ABOUT THIS EXERCISE: Everything in the entries is to be written out exactly, except for the pictures.

DATASET RECORDS:

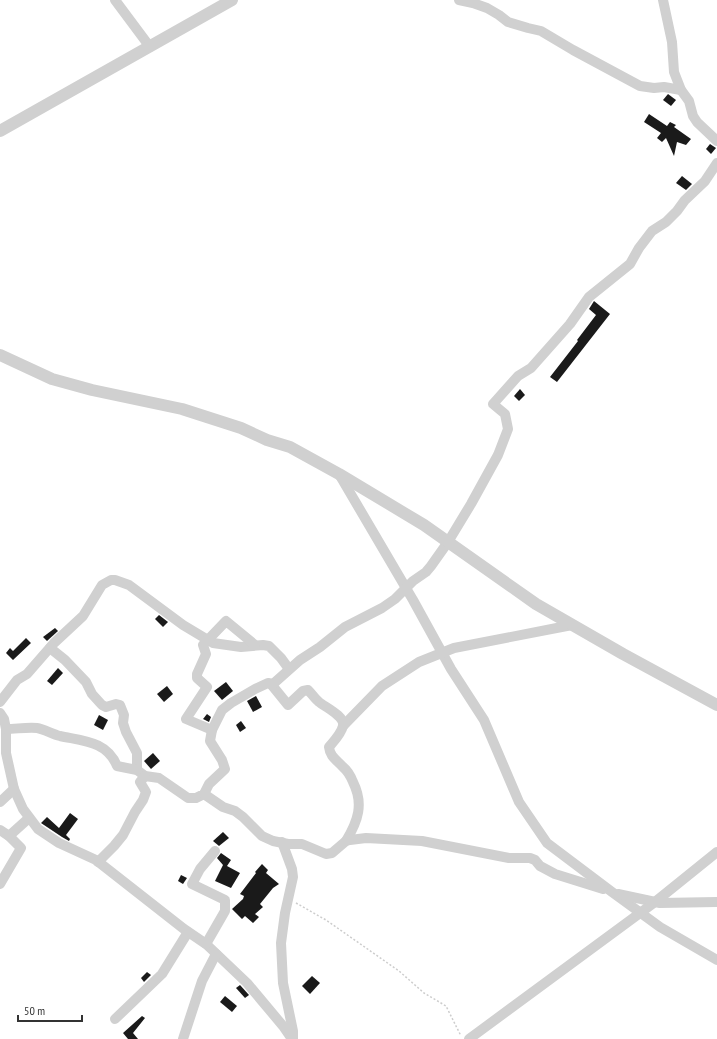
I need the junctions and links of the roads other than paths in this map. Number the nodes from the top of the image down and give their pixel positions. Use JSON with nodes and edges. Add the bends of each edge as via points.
{"nodes":[{"id":1,"x":116,"y":0,"type":"edge"},
{"id":2,"x":232,"y":0,"type":"edge"},
{"id":3,"x":459,"y":0,"type":"edge"},
{"id":4,"x":663,"y":0,"type":"edge"},
{"id":5,"x":150,"y":47,"type":"junction"},
{"id":6,"x":681,"y":90,"type":"junction"},
{"id":7,"x":0,"y":131,"type":"edge"},
{"id":8,"x":717,"y":141,"type":"edge"},
{"id":9,"x":717,"y":163,"type":"edge"},
{"id":10,"x":0,"y":355,"type":"edge"},
{"id":11,"x":338,"y":474,"type":"junction"},
{"id":12,"x":448,"y":542,"type":"junction"},
{"id":13,"x":406,"y":588,"type":"junction"},
{"id":14,"x":572,"y":625,"type":"junction"},
{"id":15,"x":207,"y":641,"type":"junction"},
{"id":16,"x":255,"y":645,"type":"junction"},
{"id":17,"x":50,"y":648,"type":"junction"},
{"id":18,"x":442,"y":653,"type":"junction"},
{"id":19,"x":289,"y":669,"type":"junction"},
{"id":20,"x":272,"y":684,"type":"junction"},
{"id":21,"x":0,"y":702,"type":"edge"},
{"id":22,"x":717,"y":705,"type":"edge"},
{"id":23,"x":0,"y":713,"type":"edge"},
{"id":24,"x":343,"y":726,"type":"junction"},
{"id":25,"x":212,"y":730,"type":"junction"},
{"id":26,"x":4,"y":736,"type":"edge"},
{"id":27,"x":141,"y":773,"type":"junction"},
{"id":28,"x":14,"y":788,"type":"junction"},
{"id":29,"x":204,"y":794,"type":"junction"},
{"id":30,"x":0,"y":802,"type":"edge"},
{"id":31,"x":29,"y":818,"type":"junction"},
{"id":32,"x":4,"y":833,"type":"edge"},
{"id":33,"x":346,"y":841,"type":"junction"},
{"id":34,"x":282,"y":842,"type":"junction"},
{"id":35,"x":215,"y":851,"type":"dead end"},
{"id":36,"x":717,"y":852,"type":"edge"},
{"id":37,"x":98,"y":862,"type":"junction"},
{"id":38,"x":0,"y":884,"type":"edge"},
{"id":39,"x":612,"y":892,"type":"junction"},
{"id":40,"x":655,"y":902,"type":"junction"},
{"id":41,"x":717,"y":902,"type":"edge"},
{"id":42,"x":640,"y":913,"type":"junction"},
{"id":43,"x":188,"y":932,"type":"junction"},
{"id":44,"x":206,"y":944,"type":"junction"},
{"id":45,"x":216,"y":954,"type":"junction"},
{"id":46,"x":717,"y":960,"type":"edge"},
{"id":47,"x":115,"y":1019,"type":"dead end"},
{"id":48,"x":183,"y":1039,"type":"edge"},
{"id":49,"x":292,"y":1039,"type":"edge"},
{"id":50,"x":469,"y":1039,"type":"edge"}],
"edges":[{"from":1,"to":5,"type":"street"},
{"from":2,"to":5,"type":"street"},
{"from":3,"to":6,"type":"street","via":[[487,8],[508,22],[541,31],[640,86]]},
{"from":4,"to":6,"type":"street","via":[[672,42],[674,72]]},
{"from":5,"to":7,"type":"street"},
{"from":6,"to":8,"type":"street","via":[[689,100],[697,122]]},
{"from":9,"to":12,"type":"street","via":[[677,211],[652,232],[630,264],[589,297],[570,324],[532,368],[518,376],[493,404],[505,414],[508,430],[498,455]]},
{"from":10,"to":11,"type":"street","via":[[52,379],[182,409],[241,428],[290,447]]},
{"from":11,"to":12,"type":"street"},
{"from":11,"to":13,"type":"street"},
{"from":12,"to":13,"type":"street","via":[[426,572]]},
{"from":12,"to":14,"type":"street","via":[[536,604]]},
{"from":13,"to":18,"type":"street"},
{"from":13,"to":19,"type":"street","via":[[395,599],[345,627]]},
{"from":14,"to":18,"type":"street","via":[[454,648]]},
{"from":14,"to":22,"type":"street"},
{"from":15,"to":16,"type":"street","via":[[226,646]]},
{"from":15,"to":16,"type":"street","via":[[226,621]]},
{"from":15,"to":17,"type":"street","via":[[170,617],[129,585],[113,580],[102,585],[88,610]]},
{"from":15,"to":25,"type":"street","via":[[203,645],[206,654],[197,674],[197,678],[207,687],[186,719]]},
{"from":16,"to":19,"type":"street","via":[[269,646]]},
{"from":17,"to":21,"type":"street","via":[[28,674],[17,680]]},
{"from":17,"to":27,"type":"street","via":[[86,682],[102,705],[120,705],[124,715],[123,723],[137,753]]},
{"from":18,"to":24,"type":"street","via":[[419,662],[382,686]]},
{"from":18,"to":39,"type":"street","via":[[484,720],[519,802],[547,843]]},
{"from":19,"to":20,"type":"street"},
{"from":20,"to":24,"type":"street","via":[[288,705],[303,691],[308,690],[318,702],[343,721]]},
{"from":20,"to":25,"type":"street","via":[[266,684],[231,703],[222,710]]},
{"from":23,"to":26,"type":"street","via":[[4,719]]},
{"from":24,"to":33,"type":"street","via":[[329,748],[332,757],[349,774],[358,792],[360,805],[355,825]]},
{"from":25,"to":29,"type":"street","via":[[210,741],[225,769],[209,784]]},
{"from":26,"to":27,"type":"street","via":[[37,728],[86,741],[96,744],[114,757],[117,766]]},
{"from":26,"to":28,"type":"street"},
{"from":27,"to":29,"type":"street","via":[[159,778],[188,798]]},
{"from":27,"to":37,"type":"street","via":[[140,782],[146,792],[143,800],[123,835]]},
{"from":28,"to":30,"type":"street"},
{"from":28,"to":31,"type":"street"},
{"from":29,"to":34,"type":"street","via":[[223,807],[235,811],[262,836]]},
{"from":31,"to":32,"type":"street"},
{"from":31,"to":37,"type":"street","via":[[38,829],[59,843]]},
{"from":32,"to":38,"type":"street","via":[[21,848]]},
{"from":33,"to":34,"type":"street","via":[[336,850],[326,854],[302,844]]},
{"from":33,"to":39,"type":"street","via":[[366,838],[422,841],[509,858],[530,858],[555,874]]},
{"from":34,"to":49,"type":"street","via":[[293,877],[281,943],[281,966],[293,1030]]},
{"from":35,"to":44,"type":"street","via":[[200,869],[192,884],[225,900],[225,911]]},
{"from":36,"to":40,"type":"street"},
{"from":37,"to":43,"type":"street"},
{"from":39,"to":40,"type":"street"},
{"from":39,"to":42,"type":"street"},
{"from":40,"to":41,"type":"street"},
{"from":40,"to":42,"type":"street"},
{"from":42,"to":46,"type":"street"},
{"from":42,"to":50,"type":"street"},
{"from":43,"to":44,"type":"street"},
{"from":43,"to":47,"type":"street","via":[[162,974]]},
{"from":44,"to":45,"type":"street"},
{"from":45,"to":48,"type":"street","via":[[202,981]]},
{"from":45,"to":49,"type":"street","via":[[247,983]]}]}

YOUR SOLUTION:
I need the junctions and links of the roads other than paths in this map. Number the nodes from the top of the image down and give their pixel positions. Use JSON with nodes and edges. Add the bends of each edge as via points.
{"nodes":[{"id":1,"x":116,"y":0,"type":"edge"},
{"id":2,"x":232,"y":0,"type":"edge"},
{"id":3,"x":459,"y":0,"type":"edge"},
{"id":4,"x":663,"y":0,"type":"edge"},
{"id":5,"x":150,"y":47,"type":"junction"},
{"id":6,"x":681,"y":90,"type":"junction"},
{"id":7,"x":0,"y":131,"type":"edge"},
{"id":8,"x":717,"y":141,"type":"edge"},
{"id":9,"x":717,"y":163,"type":"edge"},
{"id":10,"x":0,"y":355,"type":"edge"},
{"id":11,"x":338,"y":474,"type":"junction"},
{"id":12,"x":448,"y":542,"type":"junction"},
{"id":13,"x":406,"y":588,"type":"junction"},
{"id":14,"x":572,"y":625,"type":"junction"},
{"id":15,"x":207,"y":641,"type":"junction"},
{"id":16,"x":255,"y":645,"type":"junction"},
{"id":17,"x":50,"y":648,"type":"junction"},
{"id":18,"x":442,"y":653,"type":"junction"},
{"id":19,"x":289,"y":669,"type":"junction"},
{"id":20,"x":272,"y":684,"type":"junction"},
{"id":21,"x":0,"y":702,"type":"edge"},
{"id":22,"x":717,"y":705,"type":"edge"},
{"id":23,"x":0,"y":713,"type":"edge"},
{"id":24,"x":343,"y":726,"type":"junction"},
{"id":25,"x":212,"y":730,"type":"junction"},
{"id":26,"x":4,"y":736,"type":"edge"},
{"id":27,"x":141,"y":773,"type":"junction"},
{"id":28,"x":14,"y":788,"type":"junction"},
{"id":29,"x":204,"y":794,"type":"junction"},
{"id":30,"x":0,"y":802,"type":"edge"},
{"id":31,"x":29,"y":818,"type":"junction"},
{"id":32,"x":4,"y":833,"type":"edge"},
{"id":33,"x":346,"y":841,"type":"junction"},
{"id":34,"x":282,"y":842,"type":"junction"},
{"id":35,"x":215,"y":851,"type":"dead end"},
{"id":36,"x":717,"y":852,"type":"edge"},
{"id":37,"x":98,"y":862,"type":"junction"},
{"id":38,"x":0,"y":884,"type":"edge"},
{"id":39,"x":612,"y":892,"type":"junction"},
{"id":40,"x":655,"y":902,"type":"junction"},
{"id":41,"x":717,"y":902,"type":"edge"},
{"id":42,"x":640,"y":913,"type":"junction"},
{"id":43,"x":188,"y":932,"type":"junction"},
{"id":44,"x":206,"y":944,"type":"junction"},
{"id":45,"x":216,"y":954,"type":"junction"},
{"id":46,"x":717,"y":960,"type":"edge"},
{"id":47,"x":115,"y":1019,"type":"dead end"},
{"id":48,"x":183,"y":1039,"type":"edge"},
{"id":49,"x":292,"y":1039,"type":"edge"},
{"id":50,"x":469,"y":1039,"type":"edge"}],
"edges":[{"from":1,"to":5,"type":"street"},
{"from":2,"to":5,"type":"street"},
{"from":3,"to":6,"type":"street","via":[[487,8],[508,22],[541,31],[640,86]]},
{"from":4,"to":6,"type":"street","via":[[672,42],[674,72]]},
{"from":5,"to":7,"type":"street"},
{"from":6,"to":8,"type":"street","via":[[689,100],[697,122]]},
{"from":9,"to":12,"type":"street","via":[[677,211],[652,232],[630,264],[589,297],[570,324],[532,368],[518,376],[493,404],[505,414],[508,430],[498,455]]},
{"from":10,"to":11,"type":"street","via":[[52,379],[182,409],[241,428],[290,447]]},
{"from":11,"to":12,"type":"street"},
{"from":11,"to":13,"type":"street"},
{"from":12,"to":13,"type":"street","via":[[426,572]]},
{"from":12,"to":14,"type":"street","via":[[536,604]]},
{"from":13,"to":18,"type":"street"},
{"from":13,"to":19,"type":"street","via":[[395,599],[345,627]]},
{"from":14,"to":18,"type":"street","via":[[454,648]]},
{"from":14,"to":22,"type":"street"},
{"from":15,"to":16,"type":"street","via":[[226,646]]},
{"from":15,"to":16,"type":"street","via":[[226,621]]},
{"from":15,"to":17,"type":"street","via":[[170,617],[129,585],[113,580],[102,585],[88,610]]},
{"from":15,"to":25,"type":"street","via":[[203,645],[206,654],[197,674],[197,678],[207,687],[186,719]]},
{"from":16,"to":19,"type":"street","via":[[269,646]]},
{"from":17,"to":21,"type":"street","via":[[28,674],[17,680]]},
{"from":17,"to":27,"type":"street","via":[[86,682],[102,705],[120,705],[124,715],[123,723],[137,753]]},
{"from":18,"to":24,"type":"street","via":[[419,662],[382,686]]},
{"from":18,"to":39,"type":"street","via":[[484,720],[519,802],[547,843]]},
{"from":19,"to":20,"type":"street"},
{"from":20,"to":24,"type":"street","via":[[288,705],[303,691],[308,690],[318,702],[343,721]]},
{"from":20,"to":25,"type":"street","via":[[266,684],[231,703],[222,710]]},
{"from":23,"to":26,"type":"street","via":[[4,719]]},
{"from":24,"to":33,"type":"street","via":[[329,748],[332,757],[349,774],[358,792],[360,805],[355,825]]},
{"from":25,"to":29,"type":"street","via":[[210,741],[225,769],[209,784]]},
{"from":26,"to":27,"type":"street","via":[[37,728],[86,741],[96,744],[114,757],[117,766]]},
{"from":26,"to":28,"type":"street"},
{"from":27,"to":29,"type":"street","via":[[159,778],[188,798]]},
{"from":27,"to":37,"type":"street","via":[[140,782],[146,792],[143,800],[123,835]]},
{"from":28,"to":30,"type":"street"},
{"from":28,"to":31,"type":"street"},
{"from":29,"to":34,"type":"street","via":[[223,807],[235,811],[262,836]]},
{"from":31,"to":32,"type":"street"},
{"from":31,"to":37,"type":"street","via":[[38,829],[59,843]]},
{"from":32,"to":38,"type":"street","via":[[21,848]]},
{"from":33,"to":34,"type":"street","via":[[336,850],[326,854],[302,844]]},
{"from":33,"to":39,"type":"street","via":[[366,838],[422,841],[509,858],[530,858],[555,874]]},
{"from":34,"to":49,"type":"street","via":[[293,877],[281,943],[281,966],[293,1030]]},
{"from":35,"to":44,"type":"street","via":[[200,869],[192,884],[225,900],[225,911]]},
{"from":36,"to":40,"type":"street"},
{"from":37,"to":43,"type":"street"},
{"from":39,"to":40,"type":"street"},
{"from":39,"to":42,"type":"street"},
{"from":40,"to":41,"type":"street"},
{"from":40,"to":42,"type":"street"},
{"from":42,"to":46,"type":"street"},
{"from":42,"to":50,"type":"street"},
{"from":43,"to":44,"type":"street"},
{"from":43,"to":47,"type":"street","via":[[162,974]]},
{"from":44,"to":45,"type":"street"},
{"from":45,"to":48,"type":"street","via":[[202,981]]},
{"from":45,"to":49,"type":"street","via":[[247,983]]}]}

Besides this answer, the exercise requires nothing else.